[Data excerpts]

◆ ◆ ◆ ◆

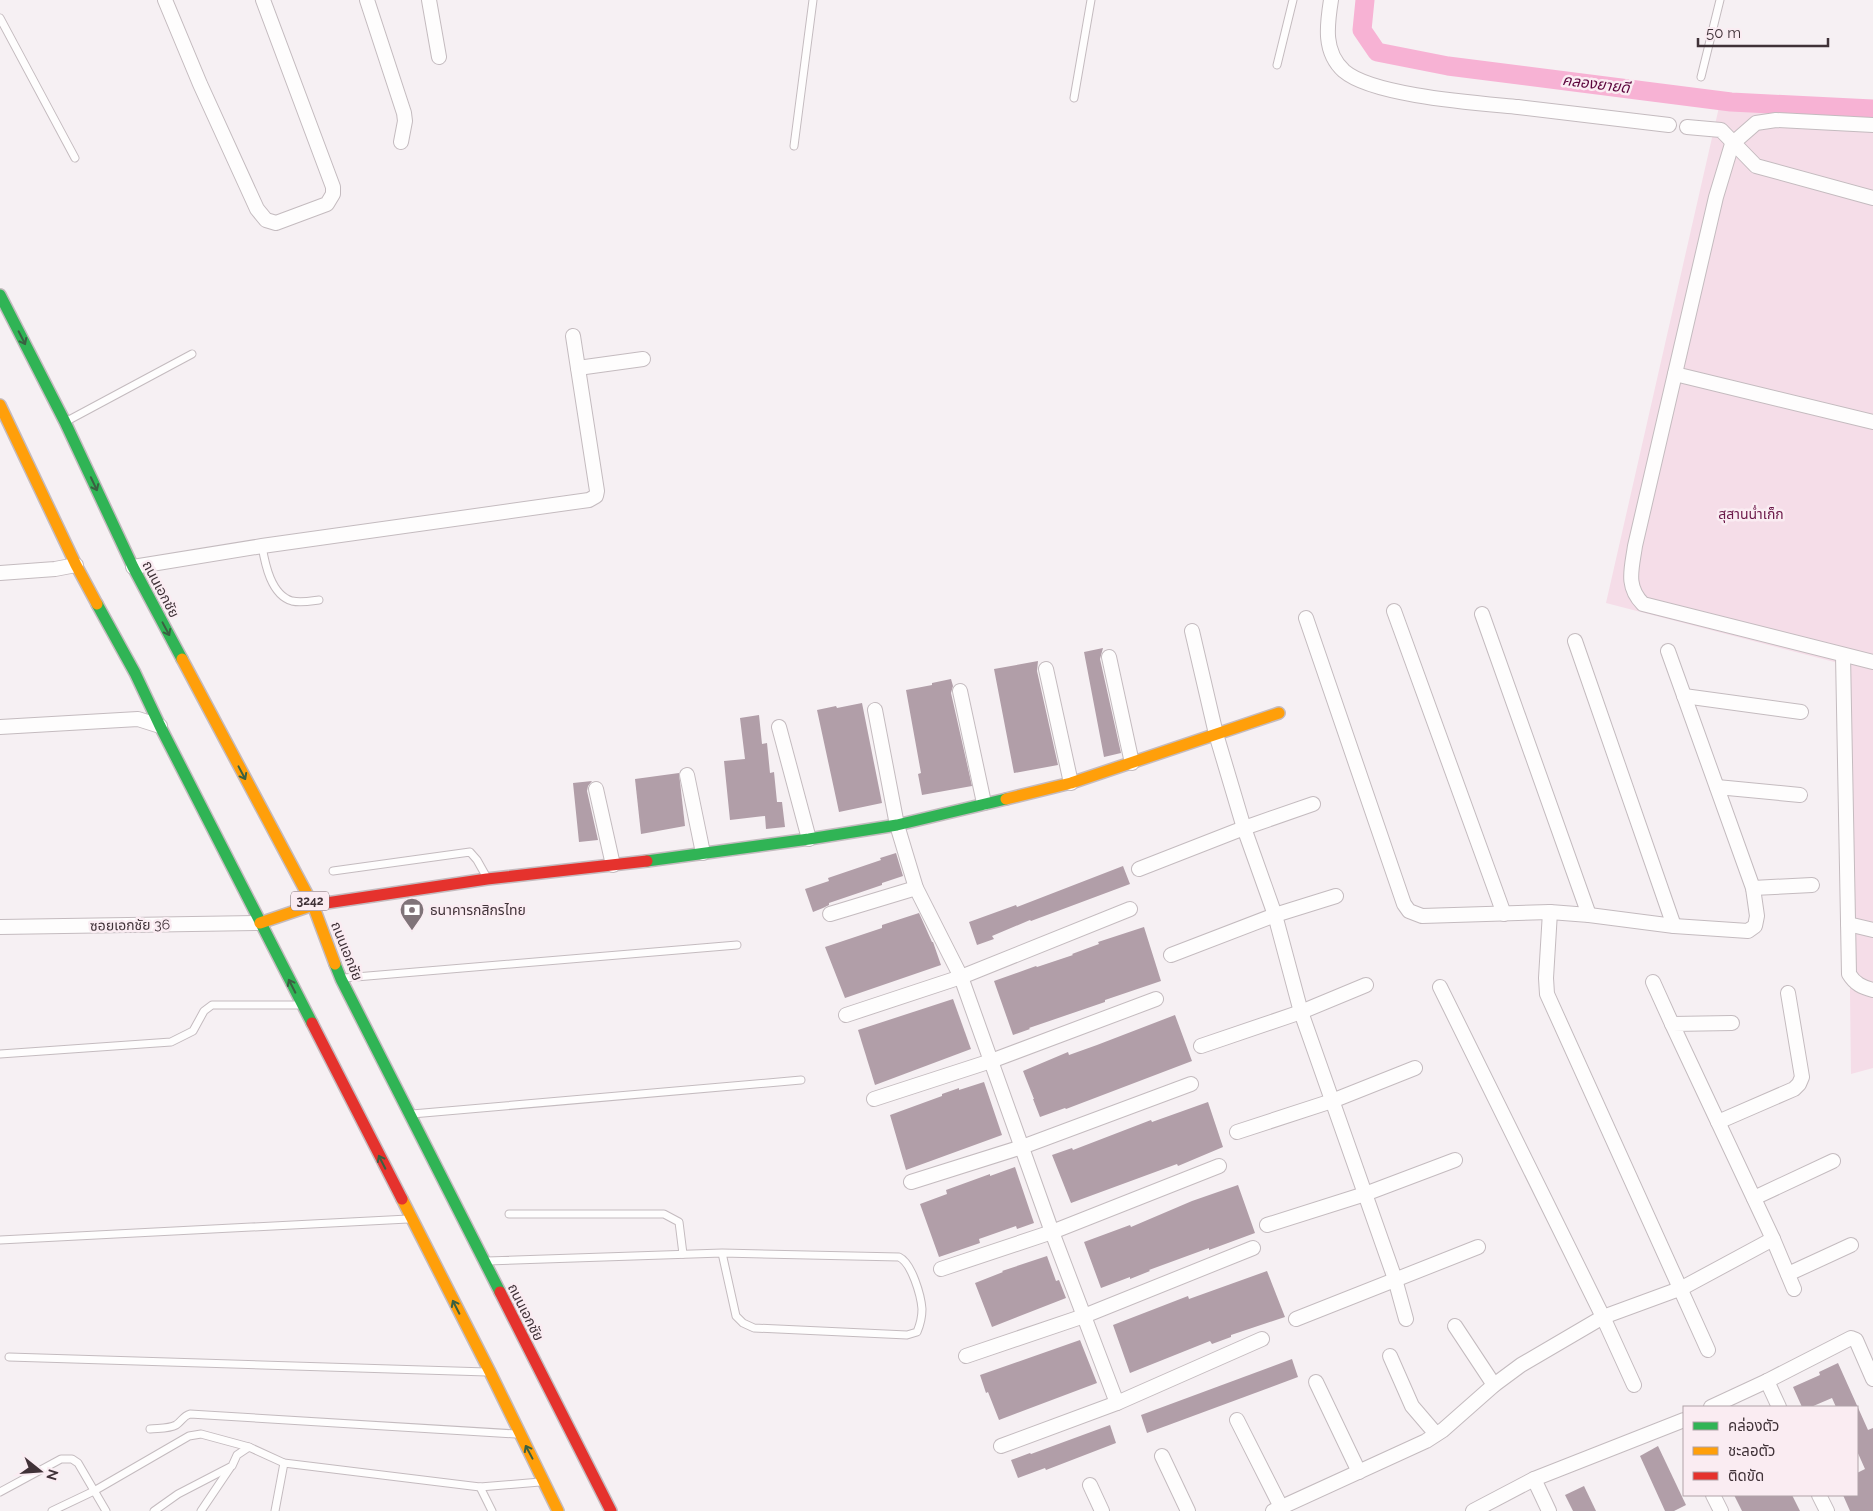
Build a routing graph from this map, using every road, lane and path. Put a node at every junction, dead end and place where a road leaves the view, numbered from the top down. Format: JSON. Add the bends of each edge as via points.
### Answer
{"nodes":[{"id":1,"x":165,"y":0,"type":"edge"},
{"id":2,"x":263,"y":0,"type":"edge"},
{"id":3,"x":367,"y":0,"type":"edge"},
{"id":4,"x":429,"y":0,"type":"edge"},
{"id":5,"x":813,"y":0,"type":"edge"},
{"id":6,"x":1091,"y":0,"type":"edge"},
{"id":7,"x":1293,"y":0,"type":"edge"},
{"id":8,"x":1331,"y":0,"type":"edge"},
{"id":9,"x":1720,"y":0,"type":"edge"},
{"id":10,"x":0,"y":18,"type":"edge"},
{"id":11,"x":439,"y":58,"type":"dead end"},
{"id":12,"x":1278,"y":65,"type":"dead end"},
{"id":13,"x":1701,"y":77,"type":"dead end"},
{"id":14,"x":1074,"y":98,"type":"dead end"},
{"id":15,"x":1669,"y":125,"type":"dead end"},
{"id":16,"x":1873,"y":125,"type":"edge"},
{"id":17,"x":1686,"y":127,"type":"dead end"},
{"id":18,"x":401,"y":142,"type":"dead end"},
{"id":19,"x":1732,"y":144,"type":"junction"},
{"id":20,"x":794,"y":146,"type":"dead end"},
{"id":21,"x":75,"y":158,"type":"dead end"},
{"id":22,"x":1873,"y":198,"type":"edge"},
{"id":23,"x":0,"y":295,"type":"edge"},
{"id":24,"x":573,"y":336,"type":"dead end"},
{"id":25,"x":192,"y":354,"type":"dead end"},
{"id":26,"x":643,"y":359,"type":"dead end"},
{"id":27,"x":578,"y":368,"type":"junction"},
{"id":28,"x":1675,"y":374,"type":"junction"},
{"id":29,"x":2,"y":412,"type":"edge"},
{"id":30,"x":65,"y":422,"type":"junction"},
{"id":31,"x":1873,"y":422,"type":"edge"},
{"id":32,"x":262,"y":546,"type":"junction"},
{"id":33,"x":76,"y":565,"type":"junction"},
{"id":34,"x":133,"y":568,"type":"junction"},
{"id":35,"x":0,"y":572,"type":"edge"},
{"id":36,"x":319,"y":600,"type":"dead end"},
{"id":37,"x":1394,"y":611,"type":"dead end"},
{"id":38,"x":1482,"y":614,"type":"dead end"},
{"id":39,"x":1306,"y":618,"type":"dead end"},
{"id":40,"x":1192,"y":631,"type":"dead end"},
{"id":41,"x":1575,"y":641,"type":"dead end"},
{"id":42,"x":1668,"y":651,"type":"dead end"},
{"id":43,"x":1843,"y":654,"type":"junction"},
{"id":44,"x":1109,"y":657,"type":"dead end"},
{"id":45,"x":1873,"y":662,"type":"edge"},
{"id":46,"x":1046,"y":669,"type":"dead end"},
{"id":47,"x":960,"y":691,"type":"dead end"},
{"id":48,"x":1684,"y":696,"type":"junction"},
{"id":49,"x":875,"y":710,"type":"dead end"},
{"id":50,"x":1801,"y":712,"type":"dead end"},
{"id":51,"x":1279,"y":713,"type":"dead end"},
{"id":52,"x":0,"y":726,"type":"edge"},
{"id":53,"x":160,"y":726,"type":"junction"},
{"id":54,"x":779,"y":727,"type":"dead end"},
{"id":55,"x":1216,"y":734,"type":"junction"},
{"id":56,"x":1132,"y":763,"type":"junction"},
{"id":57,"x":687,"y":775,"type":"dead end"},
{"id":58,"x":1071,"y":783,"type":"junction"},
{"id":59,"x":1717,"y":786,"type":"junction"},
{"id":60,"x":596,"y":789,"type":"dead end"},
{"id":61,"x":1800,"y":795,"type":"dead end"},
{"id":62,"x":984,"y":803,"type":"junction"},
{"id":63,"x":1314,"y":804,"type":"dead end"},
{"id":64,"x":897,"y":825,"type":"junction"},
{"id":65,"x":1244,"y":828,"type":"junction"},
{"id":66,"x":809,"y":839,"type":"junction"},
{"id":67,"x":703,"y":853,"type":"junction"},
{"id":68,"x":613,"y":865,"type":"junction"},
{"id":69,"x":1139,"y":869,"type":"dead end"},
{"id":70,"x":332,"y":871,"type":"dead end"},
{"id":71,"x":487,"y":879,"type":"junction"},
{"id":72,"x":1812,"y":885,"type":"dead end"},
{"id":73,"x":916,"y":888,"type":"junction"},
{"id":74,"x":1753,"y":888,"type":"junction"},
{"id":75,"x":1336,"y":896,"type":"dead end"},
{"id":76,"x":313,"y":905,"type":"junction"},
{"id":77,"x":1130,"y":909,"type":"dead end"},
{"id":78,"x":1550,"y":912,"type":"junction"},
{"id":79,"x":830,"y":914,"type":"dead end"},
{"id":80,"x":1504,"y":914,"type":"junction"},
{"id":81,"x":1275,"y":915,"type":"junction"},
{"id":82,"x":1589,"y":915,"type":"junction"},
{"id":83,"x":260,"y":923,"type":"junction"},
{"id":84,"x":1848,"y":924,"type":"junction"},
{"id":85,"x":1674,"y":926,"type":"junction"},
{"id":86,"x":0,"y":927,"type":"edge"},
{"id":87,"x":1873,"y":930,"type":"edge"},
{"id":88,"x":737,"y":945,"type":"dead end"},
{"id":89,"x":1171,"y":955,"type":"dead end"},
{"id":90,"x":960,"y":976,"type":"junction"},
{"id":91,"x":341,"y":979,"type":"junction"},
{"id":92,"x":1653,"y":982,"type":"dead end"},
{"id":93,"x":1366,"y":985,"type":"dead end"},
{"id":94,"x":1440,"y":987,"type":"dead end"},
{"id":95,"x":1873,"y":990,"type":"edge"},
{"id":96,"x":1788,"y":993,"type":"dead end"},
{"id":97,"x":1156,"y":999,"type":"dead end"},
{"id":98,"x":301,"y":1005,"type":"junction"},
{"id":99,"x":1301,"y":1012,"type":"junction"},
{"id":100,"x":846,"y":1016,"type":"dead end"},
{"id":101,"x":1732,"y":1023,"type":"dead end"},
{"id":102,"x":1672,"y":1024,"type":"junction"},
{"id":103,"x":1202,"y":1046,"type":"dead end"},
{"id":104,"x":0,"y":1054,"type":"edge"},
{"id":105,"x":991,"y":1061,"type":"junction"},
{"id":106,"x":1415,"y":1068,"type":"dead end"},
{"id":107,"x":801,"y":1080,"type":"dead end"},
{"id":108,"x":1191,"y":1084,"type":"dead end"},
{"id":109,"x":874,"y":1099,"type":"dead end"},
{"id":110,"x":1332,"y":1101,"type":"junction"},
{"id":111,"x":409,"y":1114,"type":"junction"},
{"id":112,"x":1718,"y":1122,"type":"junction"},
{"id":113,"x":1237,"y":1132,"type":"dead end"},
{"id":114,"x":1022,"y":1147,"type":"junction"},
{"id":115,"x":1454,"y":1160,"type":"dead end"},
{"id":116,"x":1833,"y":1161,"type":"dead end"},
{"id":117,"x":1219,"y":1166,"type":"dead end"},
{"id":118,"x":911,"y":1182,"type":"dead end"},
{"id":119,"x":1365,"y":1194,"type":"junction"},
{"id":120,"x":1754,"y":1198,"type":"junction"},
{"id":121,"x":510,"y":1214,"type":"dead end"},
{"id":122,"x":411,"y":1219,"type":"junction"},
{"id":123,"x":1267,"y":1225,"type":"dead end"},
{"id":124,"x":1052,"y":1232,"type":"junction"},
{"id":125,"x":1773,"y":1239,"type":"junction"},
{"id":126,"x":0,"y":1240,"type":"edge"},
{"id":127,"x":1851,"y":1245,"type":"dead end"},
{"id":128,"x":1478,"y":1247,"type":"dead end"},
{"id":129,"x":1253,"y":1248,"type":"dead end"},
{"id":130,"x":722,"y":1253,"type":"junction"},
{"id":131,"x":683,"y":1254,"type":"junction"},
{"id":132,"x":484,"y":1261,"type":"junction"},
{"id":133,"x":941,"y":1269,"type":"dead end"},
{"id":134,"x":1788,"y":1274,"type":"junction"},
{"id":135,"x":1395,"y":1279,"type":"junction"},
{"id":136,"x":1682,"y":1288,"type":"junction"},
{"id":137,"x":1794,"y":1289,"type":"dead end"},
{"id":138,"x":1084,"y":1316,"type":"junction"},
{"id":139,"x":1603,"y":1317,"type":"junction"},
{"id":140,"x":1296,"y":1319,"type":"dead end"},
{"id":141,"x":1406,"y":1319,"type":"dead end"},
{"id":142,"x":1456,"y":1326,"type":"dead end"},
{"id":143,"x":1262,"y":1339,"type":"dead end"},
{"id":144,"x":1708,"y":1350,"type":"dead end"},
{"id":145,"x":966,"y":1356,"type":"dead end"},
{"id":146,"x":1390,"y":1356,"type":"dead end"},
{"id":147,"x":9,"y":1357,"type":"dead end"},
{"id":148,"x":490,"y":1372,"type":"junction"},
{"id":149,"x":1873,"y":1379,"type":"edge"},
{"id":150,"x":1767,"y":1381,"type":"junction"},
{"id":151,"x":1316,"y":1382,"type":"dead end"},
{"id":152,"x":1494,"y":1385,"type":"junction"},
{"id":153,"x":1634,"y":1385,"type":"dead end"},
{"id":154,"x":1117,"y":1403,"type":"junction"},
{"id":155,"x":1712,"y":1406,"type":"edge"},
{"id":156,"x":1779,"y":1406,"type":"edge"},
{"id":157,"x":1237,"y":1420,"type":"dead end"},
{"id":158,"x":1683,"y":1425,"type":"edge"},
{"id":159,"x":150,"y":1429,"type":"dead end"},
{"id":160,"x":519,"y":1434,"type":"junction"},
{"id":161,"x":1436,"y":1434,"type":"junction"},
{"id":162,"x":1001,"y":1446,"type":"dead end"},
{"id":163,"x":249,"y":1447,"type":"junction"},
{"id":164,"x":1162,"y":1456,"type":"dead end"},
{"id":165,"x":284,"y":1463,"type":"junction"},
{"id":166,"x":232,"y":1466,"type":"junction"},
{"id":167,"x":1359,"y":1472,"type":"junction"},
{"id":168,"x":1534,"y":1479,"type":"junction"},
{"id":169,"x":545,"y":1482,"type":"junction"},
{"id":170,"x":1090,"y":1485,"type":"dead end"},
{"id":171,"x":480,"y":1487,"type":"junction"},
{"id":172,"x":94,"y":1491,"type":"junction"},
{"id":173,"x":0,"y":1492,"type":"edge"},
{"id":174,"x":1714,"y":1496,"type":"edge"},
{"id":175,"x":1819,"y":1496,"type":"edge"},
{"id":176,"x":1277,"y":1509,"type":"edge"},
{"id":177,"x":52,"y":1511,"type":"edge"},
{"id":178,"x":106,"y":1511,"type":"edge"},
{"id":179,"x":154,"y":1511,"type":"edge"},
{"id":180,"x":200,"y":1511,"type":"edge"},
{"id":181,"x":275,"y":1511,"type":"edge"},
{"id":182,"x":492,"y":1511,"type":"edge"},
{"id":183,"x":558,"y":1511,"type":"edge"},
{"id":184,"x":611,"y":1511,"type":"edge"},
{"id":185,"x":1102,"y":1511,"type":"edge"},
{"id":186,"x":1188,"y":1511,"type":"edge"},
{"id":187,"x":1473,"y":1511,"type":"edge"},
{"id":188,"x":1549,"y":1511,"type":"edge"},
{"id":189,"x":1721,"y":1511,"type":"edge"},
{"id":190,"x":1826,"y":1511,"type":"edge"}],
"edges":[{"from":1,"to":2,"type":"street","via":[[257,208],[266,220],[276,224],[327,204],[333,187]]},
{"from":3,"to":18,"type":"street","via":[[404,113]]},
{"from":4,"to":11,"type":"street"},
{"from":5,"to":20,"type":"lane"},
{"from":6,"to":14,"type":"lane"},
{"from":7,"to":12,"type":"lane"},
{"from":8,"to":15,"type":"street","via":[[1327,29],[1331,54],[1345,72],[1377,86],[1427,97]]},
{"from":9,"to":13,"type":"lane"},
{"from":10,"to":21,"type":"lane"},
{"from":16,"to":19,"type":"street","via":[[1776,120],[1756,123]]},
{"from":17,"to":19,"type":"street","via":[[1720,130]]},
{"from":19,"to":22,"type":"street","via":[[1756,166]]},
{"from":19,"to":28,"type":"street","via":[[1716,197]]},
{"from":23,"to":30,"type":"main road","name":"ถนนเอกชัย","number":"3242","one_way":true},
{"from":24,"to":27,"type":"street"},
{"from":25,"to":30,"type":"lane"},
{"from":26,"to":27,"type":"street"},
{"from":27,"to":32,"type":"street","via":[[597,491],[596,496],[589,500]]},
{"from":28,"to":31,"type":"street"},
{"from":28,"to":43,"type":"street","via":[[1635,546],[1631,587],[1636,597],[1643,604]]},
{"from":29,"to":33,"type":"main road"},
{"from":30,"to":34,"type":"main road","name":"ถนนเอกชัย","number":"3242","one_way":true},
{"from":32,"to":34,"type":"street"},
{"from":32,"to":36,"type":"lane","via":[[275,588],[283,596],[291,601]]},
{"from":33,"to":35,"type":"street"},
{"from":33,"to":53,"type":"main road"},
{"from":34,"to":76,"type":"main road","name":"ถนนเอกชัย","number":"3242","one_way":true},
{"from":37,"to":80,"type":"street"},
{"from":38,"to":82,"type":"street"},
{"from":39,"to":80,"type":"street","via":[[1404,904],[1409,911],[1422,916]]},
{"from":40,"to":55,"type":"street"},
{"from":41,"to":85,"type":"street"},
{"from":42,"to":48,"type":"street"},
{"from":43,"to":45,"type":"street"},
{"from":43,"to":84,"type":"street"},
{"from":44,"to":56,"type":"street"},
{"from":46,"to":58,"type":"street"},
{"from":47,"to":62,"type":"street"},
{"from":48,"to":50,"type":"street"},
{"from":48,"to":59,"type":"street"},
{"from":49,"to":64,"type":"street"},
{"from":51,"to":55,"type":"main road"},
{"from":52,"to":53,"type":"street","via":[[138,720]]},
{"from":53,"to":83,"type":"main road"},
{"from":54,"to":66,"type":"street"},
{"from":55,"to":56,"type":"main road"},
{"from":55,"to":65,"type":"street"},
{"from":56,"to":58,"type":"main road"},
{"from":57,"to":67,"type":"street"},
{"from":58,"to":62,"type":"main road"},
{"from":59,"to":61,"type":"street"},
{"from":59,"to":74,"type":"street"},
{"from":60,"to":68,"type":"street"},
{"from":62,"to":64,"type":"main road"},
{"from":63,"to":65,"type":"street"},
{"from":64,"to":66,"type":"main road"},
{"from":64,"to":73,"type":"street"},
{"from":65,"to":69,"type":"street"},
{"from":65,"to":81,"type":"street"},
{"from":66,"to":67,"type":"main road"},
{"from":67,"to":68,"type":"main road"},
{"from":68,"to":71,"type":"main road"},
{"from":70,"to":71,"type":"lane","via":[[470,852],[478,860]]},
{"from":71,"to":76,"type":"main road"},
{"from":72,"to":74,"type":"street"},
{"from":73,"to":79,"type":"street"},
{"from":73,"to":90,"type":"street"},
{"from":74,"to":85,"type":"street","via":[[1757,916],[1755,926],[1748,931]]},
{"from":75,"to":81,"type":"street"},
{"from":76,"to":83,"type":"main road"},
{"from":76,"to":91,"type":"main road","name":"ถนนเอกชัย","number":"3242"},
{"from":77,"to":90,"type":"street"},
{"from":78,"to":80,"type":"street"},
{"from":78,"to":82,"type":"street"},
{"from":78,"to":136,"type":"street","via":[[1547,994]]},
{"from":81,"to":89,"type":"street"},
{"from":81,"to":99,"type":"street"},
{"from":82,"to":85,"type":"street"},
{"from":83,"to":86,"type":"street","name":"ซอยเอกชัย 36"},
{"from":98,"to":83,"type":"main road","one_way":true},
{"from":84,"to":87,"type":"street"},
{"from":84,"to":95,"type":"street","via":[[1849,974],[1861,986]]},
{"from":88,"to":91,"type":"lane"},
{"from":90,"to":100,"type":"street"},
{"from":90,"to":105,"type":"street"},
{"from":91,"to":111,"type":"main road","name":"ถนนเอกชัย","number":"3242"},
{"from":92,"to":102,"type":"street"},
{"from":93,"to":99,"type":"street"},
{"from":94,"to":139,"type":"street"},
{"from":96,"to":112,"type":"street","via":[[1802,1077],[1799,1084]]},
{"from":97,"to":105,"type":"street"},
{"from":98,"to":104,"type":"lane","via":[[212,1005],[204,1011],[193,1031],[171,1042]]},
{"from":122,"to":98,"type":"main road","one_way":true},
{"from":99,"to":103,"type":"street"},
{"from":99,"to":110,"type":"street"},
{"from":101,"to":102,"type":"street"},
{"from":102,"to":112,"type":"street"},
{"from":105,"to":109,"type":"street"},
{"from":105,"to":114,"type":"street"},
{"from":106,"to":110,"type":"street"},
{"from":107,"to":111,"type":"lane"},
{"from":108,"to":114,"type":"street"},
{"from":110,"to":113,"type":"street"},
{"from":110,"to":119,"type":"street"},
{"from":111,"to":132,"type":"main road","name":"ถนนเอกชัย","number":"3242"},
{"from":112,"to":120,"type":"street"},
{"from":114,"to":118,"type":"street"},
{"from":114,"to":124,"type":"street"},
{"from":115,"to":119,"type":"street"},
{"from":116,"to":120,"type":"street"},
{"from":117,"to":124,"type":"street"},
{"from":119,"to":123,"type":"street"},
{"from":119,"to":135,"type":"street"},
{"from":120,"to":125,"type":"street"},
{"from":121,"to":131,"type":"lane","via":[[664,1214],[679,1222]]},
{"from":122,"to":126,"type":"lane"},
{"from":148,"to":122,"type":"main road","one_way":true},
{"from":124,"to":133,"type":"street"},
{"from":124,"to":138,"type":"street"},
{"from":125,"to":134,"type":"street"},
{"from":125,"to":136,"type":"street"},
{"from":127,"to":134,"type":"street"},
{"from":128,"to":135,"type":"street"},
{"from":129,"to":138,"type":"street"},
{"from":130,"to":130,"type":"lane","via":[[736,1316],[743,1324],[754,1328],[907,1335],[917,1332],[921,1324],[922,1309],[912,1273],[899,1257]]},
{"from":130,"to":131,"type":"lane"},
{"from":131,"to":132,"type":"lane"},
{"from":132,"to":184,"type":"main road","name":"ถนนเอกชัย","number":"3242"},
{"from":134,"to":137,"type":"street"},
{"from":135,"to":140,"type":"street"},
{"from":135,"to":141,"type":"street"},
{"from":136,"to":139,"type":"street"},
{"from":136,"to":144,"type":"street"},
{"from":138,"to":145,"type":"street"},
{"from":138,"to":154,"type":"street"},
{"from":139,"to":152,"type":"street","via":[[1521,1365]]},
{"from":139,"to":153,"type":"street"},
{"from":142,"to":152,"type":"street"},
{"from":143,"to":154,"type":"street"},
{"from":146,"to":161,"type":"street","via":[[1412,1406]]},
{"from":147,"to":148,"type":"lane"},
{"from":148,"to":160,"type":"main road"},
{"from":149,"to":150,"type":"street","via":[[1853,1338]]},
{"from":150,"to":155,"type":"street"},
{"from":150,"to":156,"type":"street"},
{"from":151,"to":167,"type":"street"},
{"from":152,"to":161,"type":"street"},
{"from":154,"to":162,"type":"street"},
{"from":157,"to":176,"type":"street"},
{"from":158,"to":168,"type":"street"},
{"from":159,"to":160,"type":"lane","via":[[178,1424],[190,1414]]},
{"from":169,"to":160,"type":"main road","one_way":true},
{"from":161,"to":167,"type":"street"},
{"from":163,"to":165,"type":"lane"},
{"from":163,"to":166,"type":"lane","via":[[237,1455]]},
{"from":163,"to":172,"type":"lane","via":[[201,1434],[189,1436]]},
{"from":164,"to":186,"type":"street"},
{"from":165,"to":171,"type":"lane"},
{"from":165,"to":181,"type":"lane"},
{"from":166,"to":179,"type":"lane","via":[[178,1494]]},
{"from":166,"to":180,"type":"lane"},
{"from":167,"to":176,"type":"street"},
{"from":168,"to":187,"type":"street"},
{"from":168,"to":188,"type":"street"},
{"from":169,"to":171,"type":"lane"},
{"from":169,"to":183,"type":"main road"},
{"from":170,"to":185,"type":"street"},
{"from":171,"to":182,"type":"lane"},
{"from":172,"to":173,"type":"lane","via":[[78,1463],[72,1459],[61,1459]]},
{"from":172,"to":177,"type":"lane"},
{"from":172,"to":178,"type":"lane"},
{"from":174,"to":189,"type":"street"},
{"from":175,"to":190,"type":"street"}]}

◆ ◆ ◆ ◆

* [Exercise description]:
Look through the lines above and collect those with the word "name".

* [Written answer]:
{"from":23,"to":30,"type":"main road","name":"ถนนเอกชัย","number":"3242","one_way":true},
{"from":30,"to":34,"type":"main road","name":"ถนนเอกชัย","number":"3242","one_way":true},
{"from":34,"to":76,"type":"main road","name":"ถนนเอกชัย","number":"3242","one_way":true},
{"from":76,"to":91,"type":"main road","name":"ถนนเอกชัย","number":"3242"},
{"from":83,"to":86,"type":"street","name":"ซอยเอกชัย 36"},
{"from":91,"to":111,"type":"main road","name":"ถนนเอกชัย","number":"3242"},
{"from":111,"to":132,"type":"main road","name":"ถนนเอกชัย","number":"3242"},
{"from":132,"to":184,"type":"main road","name":"ถนนเอกชัย","number":"3242"},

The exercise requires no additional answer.